Calvin professor invents lymphedema sleeve

May 28, 2004

After Ellen Van't Hof survived a bilateral mastectomy, six months of chemotherapy and two months of radiation she thought the worst was behind her.

And then she noticed her right arm was becoming swollen. The verdict: lymphedema, an accumulation of lymphatic fluid. The culprit: the removal of 21 lymph nodes and radiation on her right side as part of the treatment for her cancer.

Van'tHof, a Calvin College dance professor, has a bachelor's degree in art from Calvin, is a lifelong seamstress and the daughter of an engineer and inventor.

Now she has her name on a patent and a product that could help numerous lymphedema patients around the world.
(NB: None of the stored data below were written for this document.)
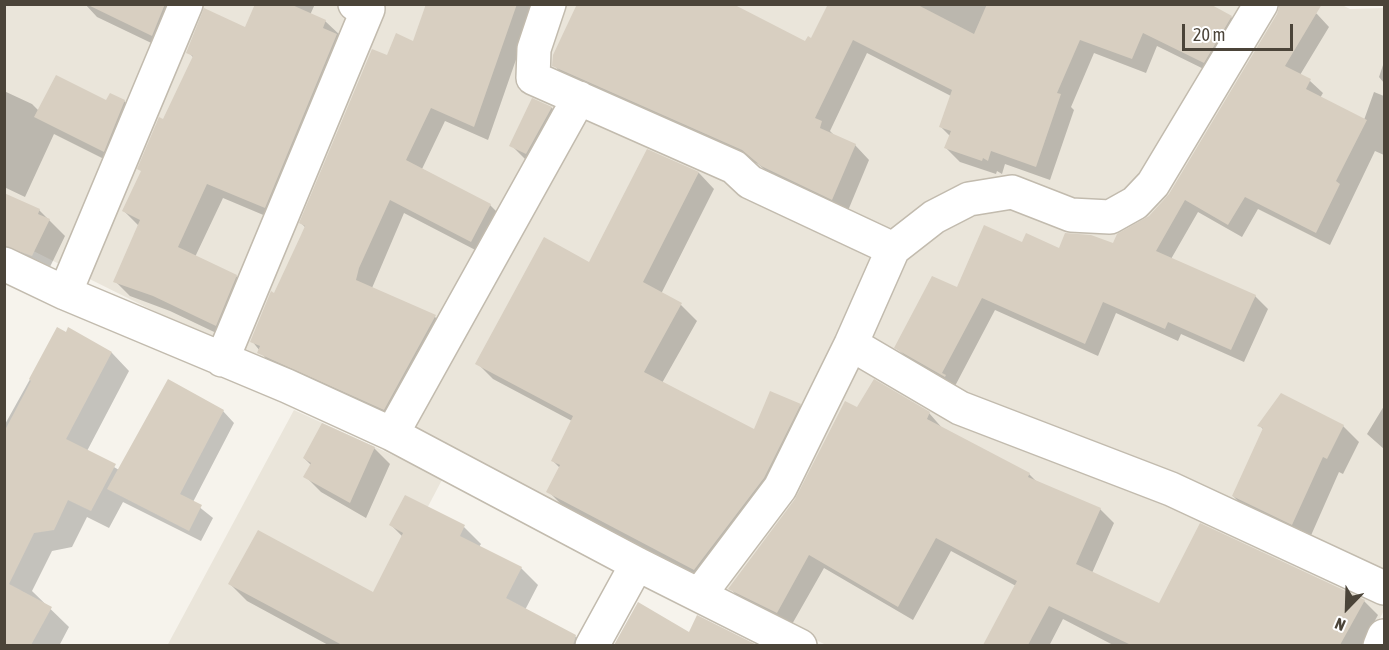 <!DOCTYPE html>
<style>
body{margin:0}
#map{position:relative;width:1389px;height:650px;overflow:hidden;background:#f6f3ec;font-family:"Asap Condensed",sans-serif}
canvas{display:block}
.frame{position:absolute;inset:0;border:6px solid #4b4439;pointer-events:none}
.north{position:absolute;left:1317px;top:578px;width:60px;height:60px;-webkit-text-stroke:4px #fff;paint-order:stroke;rotate:203deg;font-size:16px;font-weight:700;line-height:24px;text-align:center;color:#4b4439}
.north::after{content:'';display:block;margin:auto;width:21px;height:27px;background:#4b4439;clip-path:polygon(50% 0,100% 100%,50% 72%,0 100%)}
.scale{position:absolute;left:1182px;top:24px;width:111px;height:27px;box-sizing:border-box;border:3px solid #4b4439;border-top:0;padding-left:8px;font-size:18px;line-height:21px;white-space:nowrap;color:#4b4439;-webkit-text-stroke:4px #fff;paint-order:stroke}
</style>
<div id="map">
<canvas width="1389" height="650"></canvas>
<div class="frame"></div>
<div class="north">N</div>
<div class="scale">20 m</div>
</div>
<script>
const c = document.querySelector('canvas').getContext('2d');
c.lineJoin = 'round';
function fill(path, color) { c.fillStyle = color; c.fill(path, 'evenodd'); }
const toPath = rows => new Path2D(rows.map(r => 'M' + r).join(''));
function trace(path, color, width, dash) { c.strokeStyle = color; c.lineWidth = width; c.lineCap = dash ? 'butt' : 'round'; c.setLineDash(dash || []); c.stroke(path); }
const residential = toPath([
 [1340,4,1350,9,1384,8,1384,610,1367,645,826,645,5,237,4,5],
 [294,410,443,478,355,645,167,646]
]);
const shadow = toPath([
 [85,4,187,4,168,51,97,17],
 [256,4,315,4,310,15,325,21,341,36,280,222,223,198,195,257,236,276,251,292,231,340,170,311,130,296,115,281,139,226,124,211,194,58,188,52,246,29],
 [428,4,530,4,534,8,488,140,445,121,422,169,490,205,504,219,485,255,404,213,372,288,435,317,449,331,398,423,272,366,252,341,306,228,301,223,388,57,414,43],
 [830,4,1207,4,1231,17,1245,31,1218,76,1157,46,1146,73,1094,53,1071,107,1074,110,1050,180,1005,164,1002,174,997,171,996,174,960,162,946,148,950,136,941,127,951,96,867,53,830,131,836,137,855,145,869,160,847,213,777,180,758,164,568,80,554,65,806,44,812,40],
 [1279,4,1301,4,1317,14,1329,27,1300,75,1310,81,1323,93,1320,98,1364,120,1374,92,1384,96,1384,155,1375,151,1330,245,1258,209,1242,237,1198,212,1171,259,1255,296,1268,309,1244,362,1181,334,1178,341,1116,313,1098,356,995,310,955,386,958,389,909,360,896,347,958,289,1023,244,1060,250,1113,245,1149,217,1170,195,1279,14],
 [1384,62,1384,83,1379,77],
 [4,91,32,104,39,111,107,102,110,95,124,101,140,117,120,167,54,134,25,197,4,187],
 [533,100,552,108,567,124,527,161,511,145],
 [648,151,699,173,714,189,661,294,681,305,697,321,662,383,755,431,800,405,816,421,711,585,564,507,548,491,560,468,553,461,572,421,493,379,477,363,589,264],
 [4,194,39,210,65,236,48,271,4,254],
 [58,329,66,334,69,329,112,353,129,371,87,451,119,470,223,411,234,423,193,502,213,518,201,541,123,502,109,528,87,517,72,547,52,551,32,591,69,627,59,646,4,646,4,426],
 [1384,406,1384,449,1367,434],
 [858,409,929,413,943,429,1029,474,1037,482,1100,509,1114,523,1092,573,1160,605,1364,601,1378,615,1361,646,1115,646,1063,619,1049,646,984,646,1016,586,951,551,913,620,824,568,791,626,743,602,730,588,796,500],
 [1259,425,1343,426,1359,442,1343,474,1339,472,1309,540,1249,512,1233,496,1264,430],
 [374,448,390,464,366,518,321,492,305,476,311,465,304,458],
 [391,525,464,527,481,544,479,547,521,568,538,585,525,610,576,637,585,646,330,646,247,601,230,584,373,594,403,537],
 [638,604,689,634,740,638,747,646,615,646]
]);
const building = toPath([
 [86,4,165,4,152,36],
 [255,4,290,4,326,20,323,28,337,34,265,208,207,184,178,247,237,275,216,326,153,296,113,282,140,220,122,211,141,171,137,169,159,117,163,119,193,56,186,53,204,8,245,27],
 [426,4,517,4,474,127,431,108,406,160,491,204,471,242,390,200,359,268,356,280,436,315,384,410,257,353,260,346,250,342,271,291,274,293,301,235,305,226,299,223,372,49,387,55,396,33,413,41],
 [577,4,733,4,805,41,808,36,811,38,828,4,916,4,974,34,987,4,1210,4,1232,16,1204,63,1143,33,1132,59,1080,40,1057,93,1061,94,1036,167,991,151,988,161,983,158,982,161,944,148,951,131,939,127,952,90,853,40,815,118,822,121,820,128,856,144,832,200,761,166,742,150,552,66,553,55],
 [1280,4,1322,4,1285,66,1311,79,1306,89,1367,120,1336,181,1340,184,1316,233,1245,197,1228,225,1185,200,1156,251,1256,295,1231,350,1168,322,1165,329,1103,302,1085,344,982,298,942,373,946,375,945,377,894,348,932,276,957,287,984,225,1022,242,1026,233,1059,248,1065,233,1091,235,1113,243,1117,234,1149,216,1169,194,1277,14],
 [56,75,106,100,110,93,125,100,104,152,34,117],
 [532,98,552,107,526,154,509,146],
 [647,149,699,172,643,282,682,303,644,372,754,429,770,391,801,404,764,478,694,570,546,492,560,465,551,461,573,416,475,364,544,237,589,262],
 [4,193,40,209,38,214,50,219,32,256,4,246],
 [57,327,66,332,68,327,112,352,66,439,116,464,91,511,68,500,54,530,34,533,9,584,52,607,31,645,4,645,4,432,31,381,29,379],
 [168,379,224,410,180,494,202,505,189,531,107,489],
 [874,379,930,412,927,419,1030,473,1028,477,1101,508,1076,564,1159,603,1200,523,1365,600,1340,645,1131,645,1049,606,1028,645,983,645,1017,581,936,538,898,607,809,555,777,613,728,589,795,499,845,401,857,407],
 [1281,393,1344,425,1327,459,1323,457,1292,525,1232,496,1263,428,1257,426],
 [322,423,375,447,350,503,303,477,311,463,303,458],
 [405,495,465,525,460,536,522,567,506,598,576,635,573,645,342,645,228,584,258,530,373,592,403,533,389,525],
 [638,602,689,632,697,615,757,645,614,645]
]);
const minor = toPath([
 [549,4,534,49,533,78,734,167,750,182,893,249],
 [4,264,65,293,287,386,392,434,637,564,800,646],
 [65,293,186,4],
 [851,344,960,408,1171,489,1384,588],
 [222,360,368,9,355,4],
 [392,434,579,98],
 [700,594,780,488,851,344,893,249,934,217,969,199,1012,192,1071,215,1110,217,1135,203,1153,184,1261,4],
 [592,646,637,564],
 [1380,646,1384,636]
]);
fill(residential, '#eae5da');
fill(shadow, '#0003');
fill(building, '#d8cfc1');
trace(minor, '#c2bbae', 36);
trace(minor, '#fff', 33);
</script>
When she was diagnosed with lymphedema she got further bad news: she would need an hour a day of physical therapy for four weeks - essentially an arm massage to move fluids back into the lymphatic system. And she would need to wear a compression sleeve during the day and a series of bandages on her arm at night for the rest of her life.

Soon after she began scheming about ways in which to improve her situation; specifically she began to look for an alternative to the bandage regimen prescribed for all lymphedema patients, a regimen she grew tired of in very short order.
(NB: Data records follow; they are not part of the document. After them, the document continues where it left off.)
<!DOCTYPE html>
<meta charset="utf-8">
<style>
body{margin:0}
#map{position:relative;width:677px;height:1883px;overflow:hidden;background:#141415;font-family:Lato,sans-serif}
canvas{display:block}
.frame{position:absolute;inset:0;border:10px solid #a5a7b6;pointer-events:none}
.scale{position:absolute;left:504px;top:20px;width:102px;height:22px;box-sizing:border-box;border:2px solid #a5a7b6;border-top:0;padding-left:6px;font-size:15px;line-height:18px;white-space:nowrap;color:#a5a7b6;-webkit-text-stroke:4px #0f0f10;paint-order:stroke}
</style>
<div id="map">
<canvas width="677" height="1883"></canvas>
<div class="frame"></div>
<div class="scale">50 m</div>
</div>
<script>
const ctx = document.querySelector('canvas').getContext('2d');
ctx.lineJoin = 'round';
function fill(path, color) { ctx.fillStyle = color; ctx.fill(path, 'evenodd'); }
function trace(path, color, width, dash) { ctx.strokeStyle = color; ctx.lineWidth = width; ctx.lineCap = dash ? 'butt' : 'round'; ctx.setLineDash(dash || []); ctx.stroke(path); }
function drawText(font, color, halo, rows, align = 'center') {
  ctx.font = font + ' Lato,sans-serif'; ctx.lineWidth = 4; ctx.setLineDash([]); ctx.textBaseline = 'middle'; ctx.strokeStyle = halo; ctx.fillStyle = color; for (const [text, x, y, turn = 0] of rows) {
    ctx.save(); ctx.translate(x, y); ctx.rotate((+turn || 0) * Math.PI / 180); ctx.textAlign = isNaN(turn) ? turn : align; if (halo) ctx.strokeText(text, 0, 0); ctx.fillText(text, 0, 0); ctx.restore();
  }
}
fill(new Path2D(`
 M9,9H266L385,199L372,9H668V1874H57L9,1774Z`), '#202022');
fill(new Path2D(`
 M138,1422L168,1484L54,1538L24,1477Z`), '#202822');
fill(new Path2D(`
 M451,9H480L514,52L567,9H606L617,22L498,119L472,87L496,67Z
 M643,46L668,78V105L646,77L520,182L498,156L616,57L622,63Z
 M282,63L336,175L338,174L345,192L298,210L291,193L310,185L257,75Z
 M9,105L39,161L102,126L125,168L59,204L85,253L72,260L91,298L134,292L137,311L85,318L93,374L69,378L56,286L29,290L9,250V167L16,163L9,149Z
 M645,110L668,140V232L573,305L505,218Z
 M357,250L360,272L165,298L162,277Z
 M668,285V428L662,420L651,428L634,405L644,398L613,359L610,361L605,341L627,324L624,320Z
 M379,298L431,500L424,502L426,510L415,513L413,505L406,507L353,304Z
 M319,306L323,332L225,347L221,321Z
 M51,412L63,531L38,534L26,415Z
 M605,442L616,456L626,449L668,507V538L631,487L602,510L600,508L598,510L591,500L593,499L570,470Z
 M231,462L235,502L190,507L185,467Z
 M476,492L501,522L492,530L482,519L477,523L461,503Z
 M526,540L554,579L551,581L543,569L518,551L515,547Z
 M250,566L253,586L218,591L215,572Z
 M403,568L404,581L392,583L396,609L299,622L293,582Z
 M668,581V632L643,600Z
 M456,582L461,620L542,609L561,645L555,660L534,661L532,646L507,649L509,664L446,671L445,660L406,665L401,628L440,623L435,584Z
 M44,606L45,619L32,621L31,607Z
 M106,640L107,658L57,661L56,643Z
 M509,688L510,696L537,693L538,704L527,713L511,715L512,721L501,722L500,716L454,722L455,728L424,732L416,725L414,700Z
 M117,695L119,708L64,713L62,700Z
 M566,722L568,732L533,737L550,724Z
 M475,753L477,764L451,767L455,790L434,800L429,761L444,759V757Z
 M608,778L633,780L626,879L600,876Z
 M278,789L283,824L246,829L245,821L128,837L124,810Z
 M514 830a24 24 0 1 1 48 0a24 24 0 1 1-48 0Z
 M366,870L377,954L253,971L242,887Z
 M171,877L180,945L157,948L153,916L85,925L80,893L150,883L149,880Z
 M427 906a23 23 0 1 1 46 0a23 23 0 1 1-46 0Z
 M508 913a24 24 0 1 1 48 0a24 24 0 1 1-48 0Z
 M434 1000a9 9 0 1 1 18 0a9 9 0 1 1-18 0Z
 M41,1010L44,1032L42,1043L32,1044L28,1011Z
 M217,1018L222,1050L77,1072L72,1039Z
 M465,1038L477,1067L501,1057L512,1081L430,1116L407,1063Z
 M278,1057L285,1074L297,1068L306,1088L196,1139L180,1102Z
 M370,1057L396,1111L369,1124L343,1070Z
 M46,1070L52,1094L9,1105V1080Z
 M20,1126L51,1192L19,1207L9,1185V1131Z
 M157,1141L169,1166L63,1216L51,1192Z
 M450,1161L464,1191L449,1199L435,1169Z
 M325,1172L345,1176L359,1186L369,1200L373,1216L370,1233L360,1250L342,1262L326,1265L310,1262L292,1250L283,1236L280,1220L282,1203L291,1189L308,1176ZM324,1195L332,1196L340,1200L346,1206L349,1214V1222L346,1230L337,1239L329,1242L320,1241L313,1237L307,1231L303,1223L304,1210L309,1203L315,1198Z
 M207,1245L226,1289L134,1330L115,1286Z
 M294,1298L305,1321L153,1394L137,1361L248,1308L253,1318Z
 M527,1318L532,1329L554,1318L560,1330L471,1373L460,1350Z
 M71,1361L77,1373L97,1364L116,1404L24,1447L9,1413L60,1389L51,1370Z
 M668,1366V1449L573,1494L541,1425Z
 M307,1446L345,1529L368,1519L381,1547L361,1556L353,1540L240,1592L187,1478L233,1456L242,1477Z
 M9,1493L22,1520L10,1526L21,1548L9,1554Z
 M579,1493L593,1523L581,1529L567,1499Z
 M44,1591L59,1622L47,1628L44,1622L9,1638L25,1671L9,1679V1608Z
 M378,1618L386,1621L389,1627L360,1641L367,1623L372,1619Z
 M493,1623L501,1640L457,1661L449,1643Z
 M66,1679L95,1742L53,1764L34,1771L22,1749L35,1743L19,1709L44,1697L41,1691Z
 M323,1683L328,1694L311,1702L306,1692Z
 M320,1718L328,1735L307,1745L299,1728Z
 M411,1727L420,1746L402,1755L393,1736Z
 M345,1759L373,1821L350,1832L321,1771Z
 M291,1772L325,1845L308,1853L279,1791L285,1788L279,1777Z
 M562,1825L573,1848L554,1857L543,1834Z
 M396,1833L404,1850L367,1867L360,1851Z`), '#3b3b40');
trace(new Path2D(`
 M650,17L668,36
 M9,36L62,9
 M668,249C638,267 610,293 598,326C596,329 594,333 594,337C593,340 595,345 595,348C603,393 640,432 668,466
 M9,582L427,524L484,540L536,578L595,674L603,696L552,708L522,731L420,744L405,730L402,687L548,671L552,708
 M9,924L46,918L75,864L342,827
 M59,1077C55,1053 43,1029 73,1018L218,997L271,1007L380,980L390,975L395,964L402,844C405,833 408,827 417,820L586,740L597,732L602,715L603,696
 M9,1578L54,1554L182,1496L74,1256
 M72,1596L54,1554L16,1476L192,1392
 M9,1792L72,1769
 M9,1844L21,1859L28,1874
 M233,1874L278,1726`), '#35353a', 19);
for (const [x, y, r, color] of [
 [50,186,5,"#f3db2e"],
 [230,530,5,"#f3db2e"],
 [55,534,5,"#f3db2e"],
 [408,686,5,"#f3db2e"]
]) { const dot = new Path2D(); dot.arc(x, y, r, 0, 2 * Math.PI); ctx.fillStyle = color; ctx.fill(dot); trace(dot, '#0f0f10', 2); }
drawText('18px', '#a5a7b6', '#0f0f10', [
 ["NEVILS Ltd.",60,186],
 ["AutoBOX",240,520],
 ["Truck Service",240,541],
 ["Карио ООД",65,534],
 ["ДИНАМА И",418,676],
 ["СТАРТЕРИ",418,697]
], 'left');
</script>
She began to think about a permanent sleeve to replace the bandages. She designed it in her head, she says, and one day she looked for some material among her piles of fabrics that might serve as a sleeve. She found some twill, with a bit of lycra, and determined that it would do the trick. And then she sewed a sleeve that replicated the gradient pressure of the bandages. She took it to her therapist and he was impressed. It could, he said, substitute for the bandages.

Van'tHof rejoiced. But she did more than rejoice. She brought her work to an entrepreneur named Phillip March, head of a Holland-based medical engineering company called Doctors Orders (March and Kuipers already had been collaborating for several months on sleeve prototypes). He applied for a patent with Van'tHof's name listed as "inventor" and now the company is producing and marketing Van'tHof's night sleeve. Already Van'tHof's physical therapist has sent some 20 patients to the company for the product, whose advantages over wraps are numerous.

"It takes about two seconds to put on the sleeve," says Van'tHof, "while the bandages take a good 15 minutes with help. For people who live alone, I don't know how they manage the wraps. The sleeve also is thin, flexible and smooth against the skin. I knew it couldn't have pressure points or seams on the inside. And it's machine-washable and dryable."